El pequeño inconveniente que afecta a esta interpretación consiste en que la actuación política de Juan Carlos I nada tiene que ver con la de su antepasado, por mucho que sea el cariño que aquél guarda hacia la persona de éste y por significativa que pueda parecer la coincidencia en el molesto e ineducado tuteo borbónico. Pero no hay que sacar las cosas de quicio por un "tú" empleado a destiempo. La impopularidad de Alfonso XIII fue ganada a pulso, tanto por sus veleidades autoritarias y su militarismo como por su propia forma de vida. En una conversación sostenida con un visitante inglés, el Rey se preguntaba por las razones de la escasa simpatía que sus actividades como sportman despertaban entre sus súbditos. Y es que los españoles del primer cuarto de siglo no tenían la oportunidad de jugar al polo, exhibir veloces automóviles, disfrutar de juergas en Biarritz o beberse las mejores botellas de Château Margaux. Sus intervenciones recurrentes en el resquebrajado sistema parlamentario de la época culminaron con el visto bueno dado a la dictadura de Primo de Rivera. Hoy el tren de vida del Rey, inevitable en quienes para una amiga mía radical son los parásitos coronados, es compartido y superado por un amplio sector de la elite económica, y son ya muchos más los españoles que esquían en el Pirineo, tienen automóviles de lujo (o malditos 4X4) y viajan sin cesar. Y, ante todo, por apego inteligente a la Corona, por distanciamiento del franquismo o por haber aprendido de la experiencia griega, Juan Carlos I desempeñó un papel de primer orden, si no como piloto, sí como iniciador primero y defensor, luego, de la democracia constitucional. El 23-F de 1981 es justo lo opuesto del 13-S de 1923. De volver a la vida, Alfonso XIII tendría que admirarse, no del privilegio disfrutado por su nieto, sino de la utilidad para un Rey de actuar como guardián del orden constitucional, y no como agente de desestabilización del mismo.

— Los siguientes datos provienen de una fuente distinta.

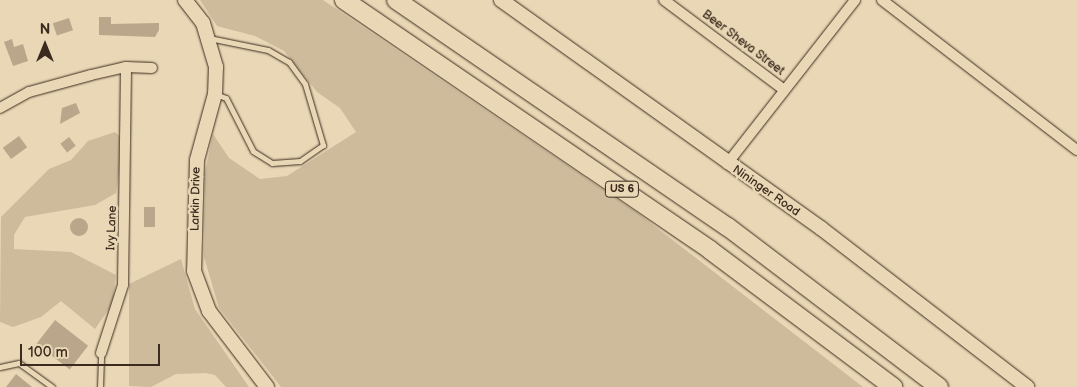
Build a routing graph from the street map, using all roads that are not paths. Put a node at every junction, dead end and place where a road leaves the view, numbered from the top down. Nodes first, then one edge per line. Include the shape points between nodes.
1 (185, 0) edge
2 (344, 0) edge
3 (396, 0) edge
4 (501, 0) edge
5 (664, 0) edge
6 (855, 0) edge
7 (882, 0) edge
8 (209, 38) junction
9 (126, 67) junction
10 (152, 68) dead end
11 (783, 89) junction
12 (215, 94) junction
13 (0, 108) edge
14 (1077, 150) edge
15 (726, 164) junction
16 (101, 353) joint
17 (0, 367) edge
18 (52, 387) edge
19 (100, 387) edge
20 (267, 387) edge
21 (893, 387) edge
22 (939, 387) edge
23 (1026, 387) edge

1 - 8 street, Larkin Drive
2 - 21 highway, US 6 via 710,250
3 - 22 highway, US 6 via 728,227
4 - 15 street, Nininger Road
5 - 11 street, Beer Sheva Street
6 - 11 street
7 - 14 street
8 - 12 street, Larkin Drive via 216,67
8 - 12 lane via 268,50 289,62 305,84 323,145 300,160 272,163 252,151 226,98
9 - 10 street
9 - 13 street via 38,89
9 - 16 street, Ivy Lane via 123,285
11 - 15 street
12 - 20 street, Larkin Drive via 197,160 194,271 208,311
15 - 23 street, Nininger Road via 874,268
16 - 19 lane, Ivy Lane
17 - 18 lane via 19,363

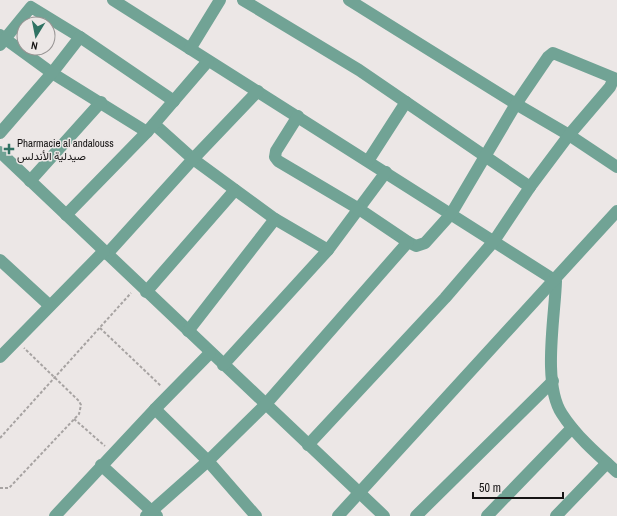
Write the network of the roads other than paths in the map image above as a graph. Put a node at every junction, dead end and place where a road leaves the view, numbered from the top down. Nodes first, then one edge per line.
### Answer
1 (113, 0) edge
2 (220, 0) edge
3 (243, 0) edge
4 (350, 0) edge
5 (26, 3) edge
6 (80, 37) junction
7 (2, 40) edge
8 (190, 50) junction
9 (208, 61) junction
10 (52, 73) junction
11 (258, 91) junction
12 (174, 101) junction
13 (101, 102) junction
14 (406, 102) junction
15 (516, 104) junction
16 (298, 116) junction
17 (151, 128) junction
18 (0, 133) edge
19 (569, 135) junction
20 (0, 152) edge
21 (486, 155) junction
22 (193, 158) junction
23 (368, 161) junction
24 (617, 167) edge
25 (386, 172) junction
26 (30, 181) junction
27 (530, 186) junction
28 (235, 190) junction
29 (359, 208) junction
30 (617, 211) edge
31 (451, 214) junction
32 (66, 215) junction
33 (275, 219) junction
34 (494, 241) junction
35 (408, 242) junction
36 (328, 250) junction
37 (105, 253) junction
38 (0, 260) edge
39 (556, 280) junction
40 (142, 288) junction
41 (49, 305) junction
42 (188, 331) junction
43 (210, 353) junction
44 (0, 357) edge
45 (224, 365) junction
46 (553, 381) junction
47 (265, 405) junction
48 (155, 409) junction
49 (572, 428) junction
50 (308, 445) junction
51 (208, 461) junction
52 (607, 463) junction
53 (101, 465) junction
54 (617, 472) edge
55 (360, 493) junction
56 (152, 514) edge
57 (55, 516) edge
58 (256, 516) edge
59 (338, 516) edge
60 (384, 516) edge
61 (416, 516) edge
62 (487, 516) edge
63 (556, 516) edge

1 - 8 street
2 - 8 street
3 - 14 street
4 - 15 street
5 - 6 street
5 - 7 street
6 - 10 street
6 - 12 street
7 - 10 street
8 - 9 street
9 - 11 street
9 - 12 street
10 - 13 street
10 - 18 street
11 - 16 street
11 - 22 street
12 - 17 street
13 - 17 street
13 - 26 street
14 - 21 street
14 - 23 street
15 - 19 street
15 - 19 street
15 - 21 street
16 - 23 street
16 - 29 street
17 - 22 street
17 - 32 street
19 - 24 street
19 - 27 street
20 - 26 street
21 - 27 street
21 - 31 street
22 - 28 street
22 - 37 street
23 - 25 street
25 - 29 street
25 - 31 street
26 - 32 street
27 - 34 street
28 - 33 street
28 - 40 street
29 - 35 street
29 - 36 street
30 - 39 street
31 - 34 street
31 - 35 street
32 - 37 street
33 - 36 street
33 - 42 street
34 - 39 street
34 - 50 street
35 - 47 street
36 - 45 street
37 - 40 street
37 - 41 street
38 - 41 street
39 - 46 street
39 - 55 street
40 - 42 street
41 - 44 street
42 - 43 street
43 - 45 street
43 - 48 street
45 - 47 street
46 - 49 street
46 - 61 street
47 - 50 street
47 - 51 street
48 - 51 street
48 - 53 street
49 - 52 street
49 - 62 street
50 - 55 street
51 - 56 street
51 - 58 street
52 - 54 street
52 - 63 street
53 - 56 street
53 - 57 street
55 - 59 street
55 - 60 street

Otra cosa es que en los últimos años la imagen de la Monarquía haya experimentado los costes de la inmersión de la familia real en la corriente insegura de unos movimientos de opinión que traen y quitan sucesivamente popularidad a los personajes, y de modo indirecto, a la institución. Lo ocurrido en Inglaterra debió servir de ejemplo: al entusiasmo general por la figura de Lady Di siguió un reflujo que hizo añicos la imagen, ya bastante propicia para ello, del príncipe Carlos, y a la más sólida de su madre. El baño de multitudes tiene este riesgo, lo pudimos comprobar con las peripecias que han seguido a las apoteósicas bodas de las infantas, y la única prevención segura es la practicada en su día por Juan Carlos, contrayendo matrimonio con una excelente "profesional". Al mismo tiempo, con la edad, el Rey parece más distante del pueblo, sobre todo en la atención personal a situaciones que bien valen prescindir de unas jornadas de vela.

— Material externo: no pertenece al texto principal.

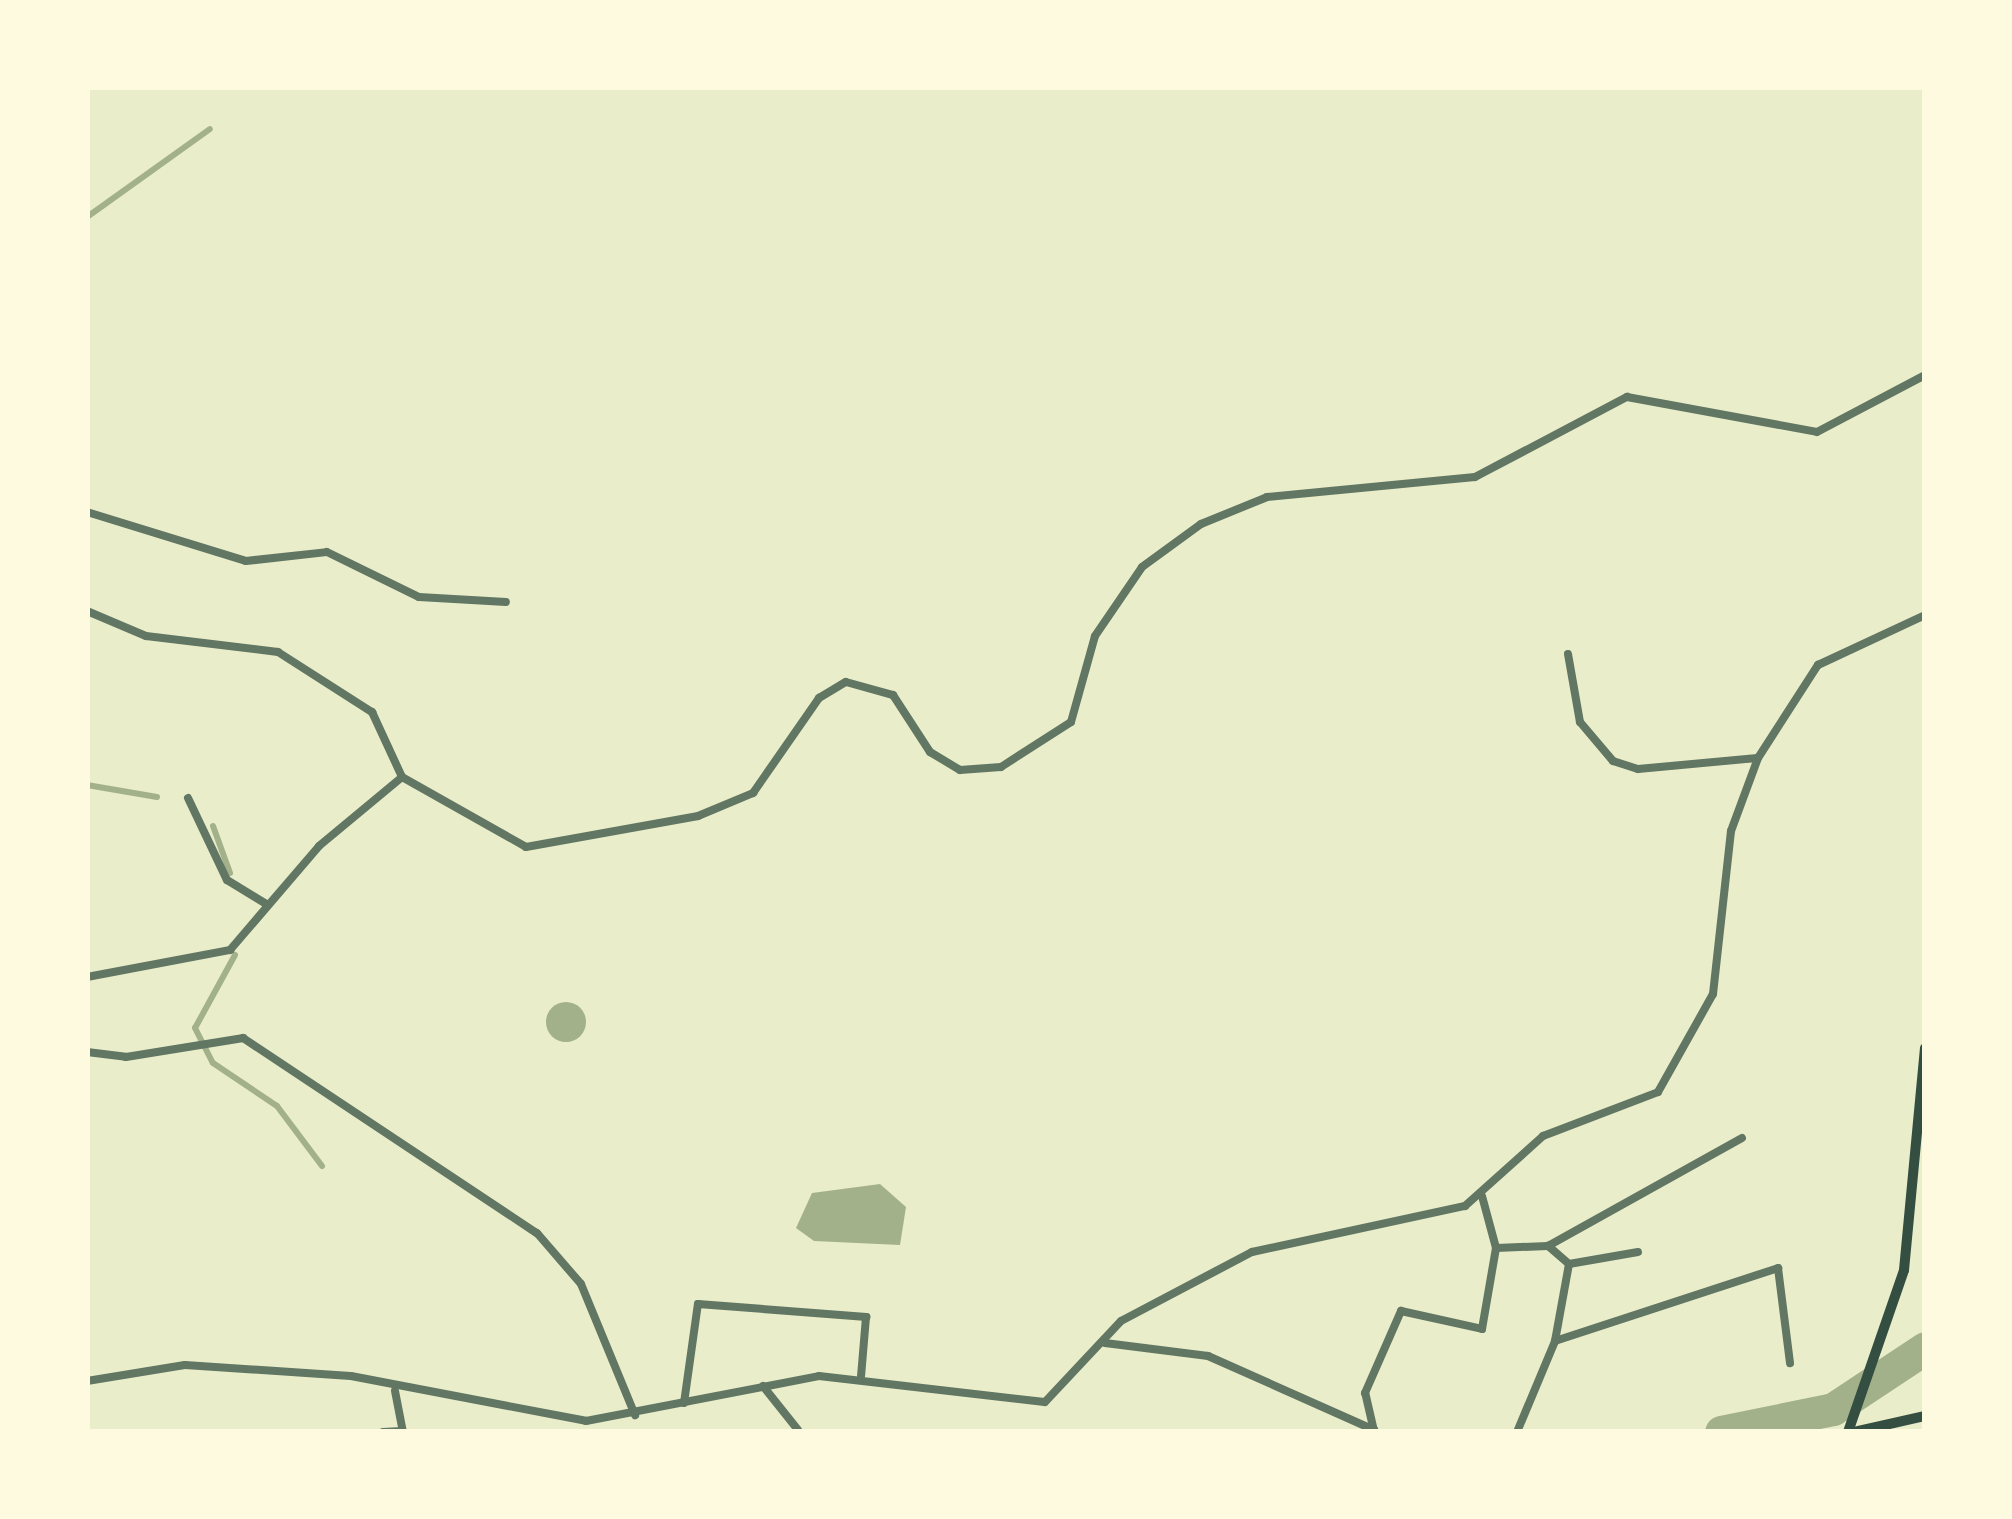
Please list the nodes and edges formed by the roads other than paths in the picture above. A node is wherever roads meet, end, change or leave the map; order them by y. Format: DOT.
graph roads {
  1 [pos="1925,375"];
  2 [pos="87,512"];
  3 [pos="506,602"];
  4 [pos="87,611"];
  5 [pos="1925,615"];
  6 [pos="1568,654"];
  7 [pos="1758,758"];
  8 [pos="402,778"];
  9 [pos="188,798"];
  10 [pos="268,905"];
  11 [pos="87,977"];
  12 [pos="1925,1048"];
  13 [pos="87,1052"];
  14 [pos="1742,1138"];
  15 [pos="1482,1196"];
  16 [pos="1548,1246"];
  17 [pos="1496,1248"];
  18 [pos="1638,1252"];
  19 [pos="1569,1264"];
  20 [pos="1555,1341"];
  21 [pos="1105,1343"];
  22 [pos="1790,1363"];
  23 [pos="861,1376"];
  24 [pos="87,1381"];
  25 [pos="763,1386"];
  26 [pos="395,1390"];
  27 [pos="683,1404"];
  28 [pos="635,1414"];
  29 [pos="1925,1416"];
  30 [pos="798,1430"];
  31 [pos="402,1431"];
  32 [pos="1374,1431"];
  33 [pos="383,1432"];
  34 [pos="1516,1432"];
  35 [pos="1851,1432"];
  1 -- 8 [label="street"];
  2 -- 3 [label="street"];
  4 -- 8 [label="street"];
  5 -- 7 [label="street"];
  6 -- 7 [label="street"];
  7 -- 15 [label="street"];
  8 -- 10 [label="street"];
  9 -- 10 [label="street"];
  10 -- 11 [label="street"];
  12 -- 35 [label="main road"];
  13 -- 28 [label="street"];
  14 -- 16 [label="street"];
  15 -- 17 [label="street"];
  15 -- 21 [label="street"];
  16 -- 17 [label="street"];
  16 -- 19 [label="street"];
  17 -- 32 [label="street"];
  18 -- 19 [label="street"];
  19 -- 20 [label="street"];
  20 -- 22 [label="street"];
  20 -- 34 [label="street"];
  21 -- 23 [label="street"];
  21 -- 32 [label="street"];
  23 -- 25 [label="street"];
  23 -- 27 [label="street"];
  24 -- 26 [label="street"];
  25 -- 27 [label="street"];
  25 -- 30 [label="street"];
  26 -- 28 [label="street"];
  26 -- 31 [label="street"];
  27 -- 28 [label="street"];
  29 -- 35 [label="main road"];
  31 -- 33 [label="street"];
}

Pero sobre todo los golpes recientes conciernen a una atmósfera de inseguridad política que necesariamente había de afectar a la Corona, vértice simbólico del sistema constitucional. Si se quemaron retratos del Rey por catalanistas radicales, amén de seguir el ejemplo vasco, fue porque resultaba mucho más presentable exhibir la cara agresiva del republicanismo que destapar su fundamento, el odio a España. Otro tanto ha podido decirse, en la vertiente opuesta, de los ataques de una emisora católica, o mejor, ultracatólica, irritada por el hecho de que el Rey se atenga escrupulosamente al papel que le asigna la ley fundamental, cualesquiera que sean sus opiniones sobre esta o aquella actuación del Gobierno.

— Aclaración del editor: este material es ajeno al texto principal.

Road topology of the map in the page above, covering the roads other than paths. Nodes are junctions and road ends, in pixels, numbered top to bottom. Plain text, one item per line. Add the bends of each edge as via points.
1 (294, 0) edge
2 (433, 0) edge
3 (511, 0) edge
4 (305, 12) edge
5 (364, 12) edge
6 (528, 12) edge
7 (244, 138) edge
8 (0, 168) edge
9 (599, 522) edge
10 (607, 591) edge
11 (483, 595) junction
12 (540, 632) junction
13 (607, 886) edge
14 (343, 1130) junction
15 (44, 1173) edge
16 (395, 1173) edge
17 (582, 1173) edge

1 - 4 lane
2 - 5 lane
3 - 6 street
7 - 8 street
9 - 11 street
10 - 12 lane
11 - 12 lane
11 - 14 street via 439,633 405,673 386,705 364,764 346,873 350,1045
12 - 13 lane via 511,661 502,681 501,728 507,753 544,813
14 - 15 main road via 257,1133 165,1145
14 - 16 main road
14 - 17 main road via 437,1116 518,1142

El hecho es que se ha convertido en moneda corriente, mucho antes del episodio de Santiago de Chile, sugerir comportamientos negativos del Monarca o rehuir la defensa de la institución al resultar ésta atacada, incluso cuando como ocurrió en el caso de El Jueves la infracción concernía también al derecho al honor y a la propia imagen que la Constitución garantiza en su artículo 18. Si en un discurso Juan Carlos elogiaba los valores democráticos que se han desarrollado en el marco de la Monarquía, la información le atribuía haber declarado que fue la Monarquía quien generó la democracia. Y si soporta en silencio el chaparrón de las declaraciones marroquíes sobre su viaje a Ceuta y a Melilla, incluida la condena de Mohamed VI, al Gobierno y a sus medios no se les ocurre otra cosa que callar y encima celebrar la moderación del vecino. En el extremo, pasado el temporal, la visita "de los Reyes" es valorada peyorativamente, por dañar supuestamente a la política promarroquí hasta entonces desarrollada y a la imagen española en el Magreb.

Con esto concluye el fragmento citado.